How does the brain rewire itself in response to experience? We think that learning in the brain proceeds by changing the connection strengths between neurons, but what are the rules that govern this process? What kinds of representations do they produce? And how do these representations support adaptive (and maladaptive) generalization of previously learned relationships? My research aims to address these questions by studying the behavior of rodents and their patterns of neural activity as they learn to perform complex tasks with richly structured associations.

I earned my PhD from Imperial College London under the supervision of Claudia Clopath.
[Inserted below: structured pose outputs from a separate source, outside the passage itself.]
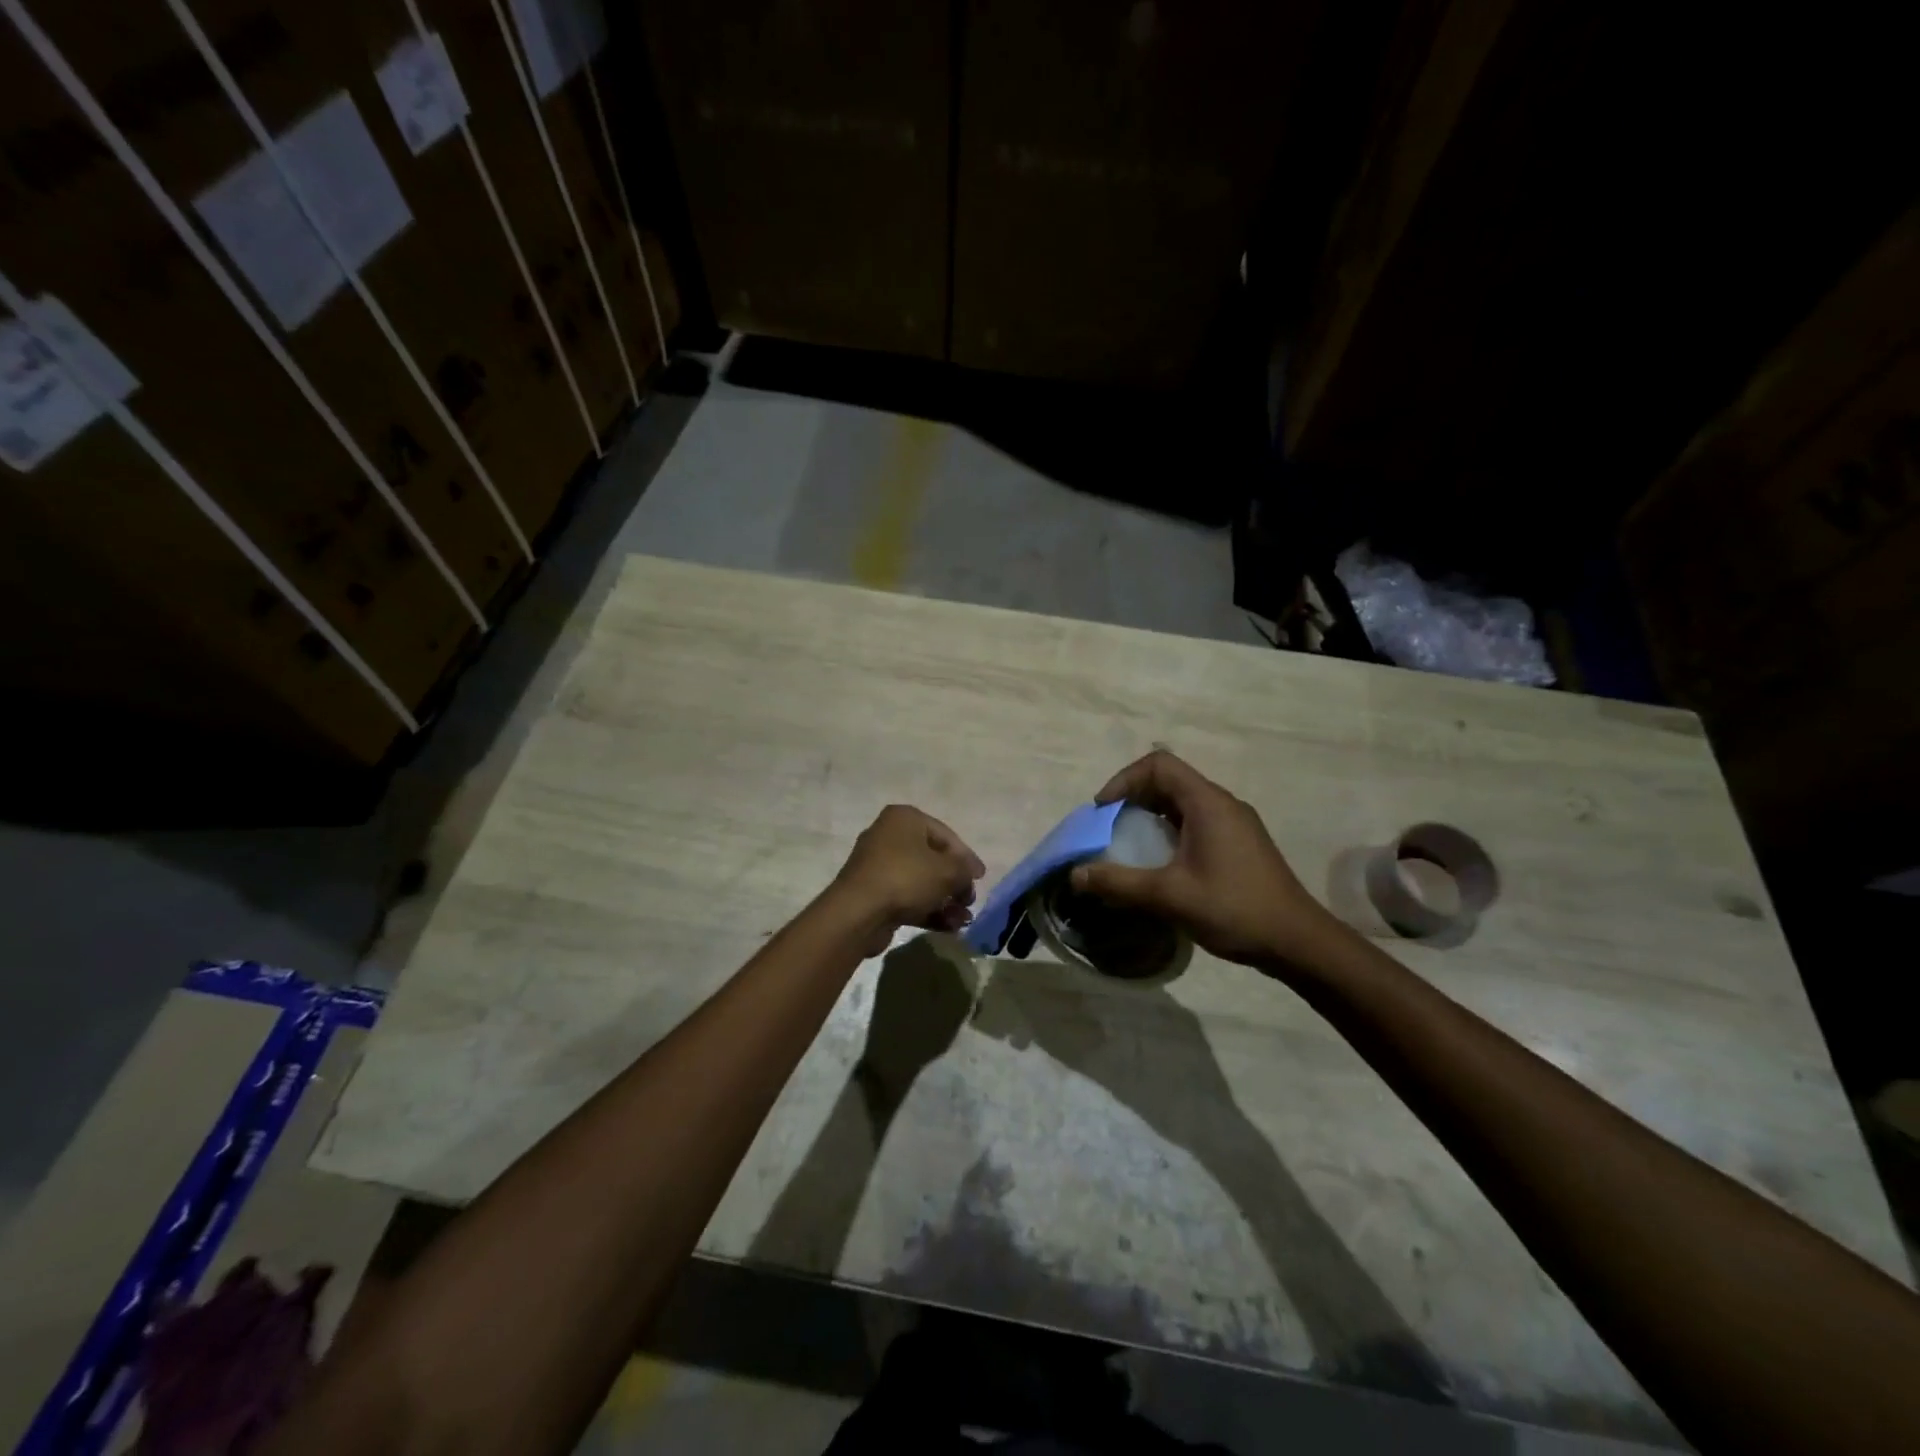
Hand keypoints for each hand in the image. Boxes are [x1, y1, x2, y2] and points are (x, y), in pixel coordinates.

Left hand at [830, 805, 984, 954]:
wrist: (859, 912)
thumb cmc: (906, 878)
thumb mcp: (947, 871)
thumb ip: (964, 870)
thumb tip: (969, 875)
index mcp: (905, 819)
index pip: (945, 835)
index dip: (967, 857)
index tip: (981, 878)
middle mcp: (889, 836)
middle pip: (932, 859)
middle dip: (955, 883)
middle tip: (969, 901)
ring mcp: (879, 866)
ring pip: (921, 881)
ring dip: (945, 901)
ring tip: (963, 920)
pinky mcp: (874, 893)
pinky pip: (907, 897)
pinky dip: (928, 910)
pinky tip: (949, 927)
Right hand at [1069, 750, 1337, 968]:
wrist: (1298, 942)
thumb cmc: (1234, 909)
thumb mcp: (1169, 896)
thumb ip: (1119, 882)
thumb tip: (1075, 875)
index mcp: (1207, 803)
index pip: (1158, 764)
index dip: (1124, 780)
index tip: (1103, 811)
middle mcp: (1222, 804)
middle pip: (1169, 780)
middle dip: (1133, 798)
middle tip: (1109, 829)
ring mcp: (1235, 823)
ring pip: (1182, 803)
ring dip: (1151, 816)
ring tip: (1128, 846)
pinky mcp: (1240, 843)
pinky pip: (1196, 822)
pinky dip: (1170, 831)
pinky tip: (1161, 865)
During my doctoral studies and subsequent postdoctoral position, I focused on developing mechanistic models of synaptic plasticity. Seeking to further collaborate with experimental researchers, I joined Athena Akrami’s lab at the SWC where we developed a cross-species research project investigating decision-making in rodents, humans, and computational models. Recently, I joined the Saxe lab to delve deeper into the intersection between experimental and theoretical neuroscience, with a particular interest in the mechanisms and fundamentals underlying learning and memory formation.

I am particularly interested in studying the computational neural theories at the basis of learning and memory consolidation in neuronal networks. I am interested in working toward answering questions such as: How does the brain create, store, generalize and update memories without interfering with previously stored memory? What is the function of episodic memory? I am looking forward to making advances in answering these questions, working at the intersection between theoretical neuroscience research and machine learning.

Whether a novel task is worth learning, how effort may impact learning, and how much effort to allocate towards learning are important questions agents face. To answer these questions, I’m currently working in models of cognitive control for learning systems. Particularly how control signals might shape the learning dynamics in linear networks. I’m also collaborating with Clementine Domine (somewhere in this same page) to build a software for people to test their models on hippocampus and entorhinal cortex, on simulated environments that somehow resemble the experimental setting, to directly compare with neural data recorded from each experiment. I have a broad set of interests, such as neuroscience, machine learning, biology, and philosophy in science. Feel free to reach if you want to chat!

I am a student on the GUDTP 1+3 in Experimental Psychology at the university of Oxford co-advised by Chris summerfield and Andrew Saxe.
My interests range from Cognitive Neuroscience and Psychology to Computational Neuroscience and Machine Learning. My MSc work investigates semantic learning. Specifically, I will examine if behavioural and representational changes during the learning of semantic knowledge are analogous to those observed in deep linear networks. To achieve this end, we employ behavioural experiments, neuroimaging, and modelling experiments.

I’m interested in how task and data structure can promote the learning of representations that allow reuse/composition/transfer in different neural network architectures.

I am a PhD student at Gatsby co-advised by Peter Latham and Andrew Saxe.
I am interested in how neural networks with different architectures learn, including fully-connected, multimodal, and attention-based networks. Through theoretical approaches, I study how network architectures and data statistics shape the loss landscape and influence learning dynamics.

Compositional learning and inference is a core capability of intelligent agents. It allows agents to learn and perform complex tasks in a flexible way by combining lower level task and knowledge they already acquired.
My aim is to formulate a compositional cognitive process in biological agent, emulate it in artificial neural networks to establish an analytical understanding of the learning process.
To do this, I aim to study both computational/theoretical approach to describe a compositinal learning and experimental approach to figure out how biological agents represent and solve compositionality underlying tasks.